**WHAT IS EXPECTED**: Each line must appear in the answer exactly as it does in the data.

------------------------------------------------

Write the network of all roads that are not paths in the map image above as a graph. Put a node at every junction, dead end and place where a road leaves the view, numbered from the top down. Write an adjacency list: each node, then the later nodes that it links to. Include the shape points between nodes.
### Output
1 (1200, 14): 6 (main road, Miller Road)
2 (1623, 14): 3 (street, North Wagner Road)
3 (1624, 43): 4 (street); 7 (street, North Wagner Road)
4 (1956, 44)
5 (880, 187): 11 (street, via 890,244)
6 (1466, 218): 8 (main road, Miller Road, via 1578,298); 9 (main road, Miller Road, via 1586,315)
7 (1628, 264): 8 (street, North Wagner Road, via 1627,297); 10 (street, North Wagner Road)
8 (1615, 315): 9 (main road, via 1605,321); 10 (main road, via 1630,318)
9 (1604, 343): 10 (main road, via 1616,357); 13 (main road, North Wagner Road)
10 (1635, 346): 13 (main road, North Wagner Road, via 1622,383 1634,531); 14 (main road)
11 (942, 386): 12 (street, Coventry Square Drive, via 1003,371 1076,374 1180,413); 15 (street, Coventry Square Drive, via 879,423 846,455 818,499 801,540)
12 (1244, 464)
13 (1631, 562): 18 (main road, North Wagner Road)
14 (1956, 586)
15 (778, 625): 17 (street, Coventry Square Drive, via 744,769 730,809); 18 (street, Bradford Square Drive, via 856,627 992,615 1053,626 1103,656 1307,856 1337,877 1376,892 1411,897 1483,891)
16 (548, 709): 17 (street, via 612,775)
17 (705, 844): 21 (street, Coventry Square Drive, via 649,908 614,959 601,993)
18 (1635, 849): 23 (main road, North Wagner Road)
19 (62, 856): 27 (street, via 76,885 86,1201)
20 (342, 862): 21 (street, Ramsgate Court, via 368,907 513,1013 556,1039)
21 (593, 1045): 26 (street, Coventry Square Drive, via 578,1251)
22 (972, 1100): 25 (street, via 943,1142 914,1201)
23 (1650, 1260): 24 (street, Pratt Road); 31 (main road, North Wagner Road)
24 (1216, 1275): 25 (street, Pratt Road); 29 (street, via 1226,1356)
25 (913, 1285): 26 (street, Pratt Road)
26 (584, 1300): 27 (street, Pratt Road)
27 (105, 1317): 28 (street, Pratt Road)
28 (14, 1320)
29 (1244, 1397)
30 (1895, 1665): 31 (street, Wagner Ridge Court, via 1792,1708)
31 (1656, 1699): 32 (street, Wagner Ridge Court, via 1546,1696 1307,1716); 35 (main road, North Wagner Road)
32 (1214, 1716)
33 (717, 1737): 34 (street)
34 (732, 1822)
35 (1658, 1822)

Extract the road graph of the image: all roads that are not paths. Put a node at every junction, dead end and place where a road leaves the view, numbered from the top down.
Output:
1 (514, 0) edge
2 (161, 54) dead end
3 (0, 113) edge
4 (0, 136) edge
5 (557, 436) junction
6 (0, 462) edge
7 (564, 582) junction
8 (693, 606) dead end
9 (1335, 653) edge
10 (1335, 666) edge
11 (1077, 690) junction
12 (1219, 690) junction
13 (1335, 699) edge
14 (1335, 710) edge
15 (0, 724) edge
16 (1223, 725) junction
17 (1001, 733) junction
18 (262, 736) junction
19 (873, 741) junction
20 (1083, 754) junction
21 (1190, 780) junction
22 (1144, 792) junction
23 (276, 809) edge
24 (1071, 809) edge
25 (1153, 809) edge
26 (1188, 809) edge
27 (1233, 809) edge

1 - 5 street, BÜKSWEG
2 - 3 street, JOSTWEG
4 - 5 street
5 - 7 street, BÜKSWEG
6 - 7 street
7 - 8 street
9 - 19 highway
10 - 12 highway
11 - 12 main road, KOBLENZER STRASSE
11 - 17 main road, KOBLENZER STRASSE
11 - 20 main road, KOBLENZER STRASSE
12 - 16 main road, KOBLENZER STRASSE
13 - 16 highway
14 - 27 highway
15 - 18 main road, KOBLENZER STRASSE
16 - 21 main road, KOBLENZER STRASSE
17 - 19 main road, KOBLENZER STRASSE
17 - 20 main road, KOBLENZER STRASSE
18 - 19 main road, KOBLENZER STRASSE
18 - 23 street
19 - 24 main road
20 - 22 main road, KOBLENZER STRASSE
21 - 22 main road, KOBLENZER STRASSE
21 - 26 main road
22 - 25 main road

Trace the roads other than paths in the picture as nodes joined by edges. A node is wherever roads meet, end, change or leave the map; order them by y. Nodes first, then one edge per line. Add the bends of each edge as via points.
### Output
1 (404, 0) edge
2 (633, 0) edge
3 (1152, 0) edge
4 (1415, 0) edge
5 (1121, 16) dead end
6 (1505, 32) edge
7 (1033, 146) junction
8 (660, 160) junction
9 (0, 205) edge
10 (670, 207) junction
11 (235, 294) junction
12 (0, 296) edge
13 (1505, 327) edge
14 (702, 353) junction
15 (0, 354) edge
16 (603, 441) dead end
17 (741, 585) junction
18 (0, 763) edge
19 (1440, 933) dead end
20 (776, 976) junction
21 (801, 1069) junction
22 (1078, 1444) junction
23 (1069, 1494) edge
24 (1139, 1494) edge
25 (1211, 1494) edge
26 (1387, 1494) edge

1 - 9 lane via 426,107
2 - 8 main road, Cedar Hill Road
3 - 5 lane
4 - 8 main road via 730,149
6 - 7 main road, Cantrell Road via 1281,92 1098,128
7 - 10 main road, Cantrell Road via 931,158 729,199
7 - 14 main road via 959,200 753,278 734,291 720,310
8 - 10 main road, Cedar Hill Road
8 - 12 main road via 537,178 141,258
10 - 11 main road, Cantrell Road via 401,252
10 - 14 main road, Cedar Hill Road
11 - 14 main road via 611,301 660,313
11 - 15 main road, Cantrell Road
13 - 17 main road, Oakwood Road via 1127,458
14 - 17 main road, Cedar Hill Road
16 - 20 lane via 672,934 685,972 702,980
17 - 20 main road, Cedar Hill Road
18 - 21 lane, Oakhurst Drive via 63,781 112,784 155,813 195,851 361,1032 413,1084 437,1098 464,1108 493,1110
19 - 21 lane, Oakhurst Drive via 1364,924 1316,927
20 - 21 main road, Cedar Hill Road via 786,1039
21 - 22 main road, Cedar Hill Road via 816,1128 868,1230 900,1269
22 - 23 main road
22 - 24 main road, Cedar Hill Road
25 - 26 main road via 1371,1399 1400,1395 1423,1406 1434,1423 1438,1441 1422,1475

------------------------------------------------

**RESPONSE TO THIS TASK**:
Write the network of all roads that are not paths in the map image above as a graph. Put a node at every junction, dead end and place where a road leaves the view, numbered from the top down. Write an adjacency list: each node, then the later nodes that it links to. Include the shape points between nodes.
### Output
1 (1200, 14): 6 (main road, Miller Road)
2 (1623, 14): 3 (street, North Wagner Road)
3 (1624, 43): 4 (street); 7 (street, North Wagner Road)
4 (1956, 44)
5 (880, 187): 11 (street, via 890,244)
6 (1466, 218): 8 (main road, Miller Road, via 1578,298); 9 (main road, Miller Road, via 1586,315)
7 (1628, 264): 8 (street, North Wagner Road, via 1627,297); 10 (street, North Wagner Road)
8 (1615, 315): 9 (main road, via 1605,321); 10 (main road, via 1630,318)
9 (1604, 343): 10 (main road, via 1616,357); 13 (main road, North Wagner Road)
10 (1635, 346): 13 (main road, North Wagner Road, via 1622,383 1634,531); 14 (main road)
11 (942, 386): 12 (street, Coventry Square Drive, via 1003,371 1076,374 1180,413); 15 (street, Coventry Square Drive, via 879,423 846,455 818,499 801,540)
12 (1244, 464)
13 (1631, 562): 18 (main road, North Wagner Road)
14 (1956, 586)
15 (778, 625): 17 (street, Coventry Square Drive, via 744,769 730,809); 18 (street, Bradford Square Drive, via 856,627 992,615 1053,626 1103,656 1307,856 1337,877 1376,892 1411,897 1483,891)
16 (548, 709): 17 (street, via 612,775)
17 (705, 844): 21 (street, Coventry Square Drive, via 649,908 614,959 601,993)
18 (1635, 849): 23 (main road, North Wagner Road)
19 (62, 856): 27 (street, via 76,885 86,1201)
20 (342, 862): 21 (street, Ramsgate Court, via 368,907 513,1013 556,1039)
21 (593, 1045): 26 (street, Coventry Square Drive, via 578,1251)
22 (972, 1100): 25 (street, via 943,1142 914,1201)
23 (1650, 1260): 24 (street, Pratt Road); 31 (main road, North Wagner Road)
24 (1216, 1275): 25 (street, Pratt Road); 29 (street, via 1226,1356)
25 (913, 1285): 26 (street, Pratt Road)
26 (584, 1300): 27 (street, Pratt Road)
27 (105, 1317): 28 (street, Pratt Road)
28 (14, 1320)
29 (1244, 1397)
30 (1895, 1665): 31 (street, Wagner Ridge Court, via 1792,1708)
31 (1656, 1699): 32 (street, Wagner Ridge Court, via 1546,1696 1307,1716); 35 (main road, North Wagner Road)
32 (1214, 1716)
33 (717, 1737): 34 (street)
34 (732, 1822)
35 (1658, 1822)

Extract the road graph of the image: all roads that are not paths. Put a node at every junction, dead end and place where a road leaves the view, numbered from the top down.
Output:
1 (514, 0) edge
2 (161, 54) dead end
3 (0, 113) edge
4 (0, 136) edge
5 (557, 436) junction
6 (0, 462) edge
7 (564, 582) junction
8 (693, 606) dead end
9 (1335, 653) edge
10 (1335, 666) edge
11 (1077, 690) junction
12 (1219, 690) junction
13 (1335, 699) edge
14 (1335, 710) edge
15 (0, 724) edge
16 (1223, 725) junction
17 (1001, 733) junction
18 (262, 736) junction
19 (873, 741) junction
20 (1083, 754) junction
21 (1190, 780) junction
22 (1144, 792) junction
23 (276, 809) edge
24 (1071, 809) edge
25 (1153, 809) edge
26 (1188, 809) edge
27 (1233, 809) edge

1 - 5 street, BÜKSWEG
2 - 3 street, JOSTWEG
4 - 5 street
5 - 7 street, BÜKSWEG
6 - 7 street
7 - 8 street
9 - 19 highway
10 - 12 highway
11 - 12 main road, KOBLENZER STRASSE
11 - 17 main road, KOBLENZER STRASSE
11 - 20 main road, KOBLENZER STRASSE
12 - 16 main road, KOBLENZER STRASSE
13 - 16 highway
14 - 27 highway
15 - 18 main road, KOBLENZER STRASSE
16 - 21 main road, KOBLENZER STRASSE
17 - 19 main road, KOBLENZER STRASSE
17 - 20 main road, KOBLENZER STRASSE
18 - 19 main road, KOBLENZER STRASSE
18 - 23 street
19 - 24 main road
20 - 22 main road, KOBLENZER STRASSE
21 - 22 main road, KOBLENZER STRASSE
21 - 26 main road
22 - 25 main road

Trace the roads other than paths in the picture as nodes joined by edges. A node is wherever roads meet, end, change or leave the map; order them by y. Nodes first, then one edge per line. Add the bends of each edge as via points.
### Output
1 (404, 0) edge
2 (633, 0) edge
3 (1152, 0) edge
4 (1415, 0) edge
5 (1121, 16) dead end
6 (1505, 32) edge
7 (1033, 146) junction
8 (660, 160) junction
9 (0, 205) edge
10 (670, 207) junction
11 (235, 294) junction
12 (0, 296) edge
13 (1505, 327) edge
14 (702, 353) junction
15 (0, 354) edge
16 (603, 441) dead end
17 (741, 585) junction
18 (0, 763) edge
19 (1440, 933) dead end
20 (776, 976) junction
21 (801, 1069) junction
22 (1078, 1444) junction
23 (1069, 1494) edge
24 (1139, 1494) edge
25 (1211, 1494) edge
26 (1387, 1494) edge

1 - 9 lane via 426,107
2 - 8 main road, Cedar Hill Road
3 - 5 lane
4 - 8 main road via 730,149
6 - 7 main road, Cantrell Road via 1281,92 1098,128
7 - 10 main road, Cantrell Road via 931,158 729,199
7 - 14 main road via 959,200 753,278 734,291 720,310
8 - 10 main road, Cedar Hill Road
8 - 12 main road via 537,178 141,258
10 - 11 main road, Cantrell Road via 401,252
10 - 14 main road, Cedar Hill Road
11 - 14 main road via 611,301 660,313
11 - 15 main road, Cantrell Road
13 - 17 main road, Oakwood Road via 1127,458
14 - 17 main road, Cedar Hill Road
16 - 20 lane via 672,934 685,972 702,980
17 - 20 main road, Cedar Hill Road
18 - 21 lane, Oakhurst Drive via 63,781 112,784 155,813 195,851 361,1032 413,1084 437,1098 464,1108 493,1110
19 - 21 lane, Oakhurst Drive via 1364,924 1316,927
20 - 21 main road, Cedar Hill Road via 786,1039
21 - 22 main road, Cedar Hill Road via 816,1128 868,1230 900,1269
22 - 23 main road
22 - 24 main road, Cedar Hill Road
25 - 26 main road via 1371,1399 1400,1395 1423,1406 1434,1423 1438,1441 1422,1475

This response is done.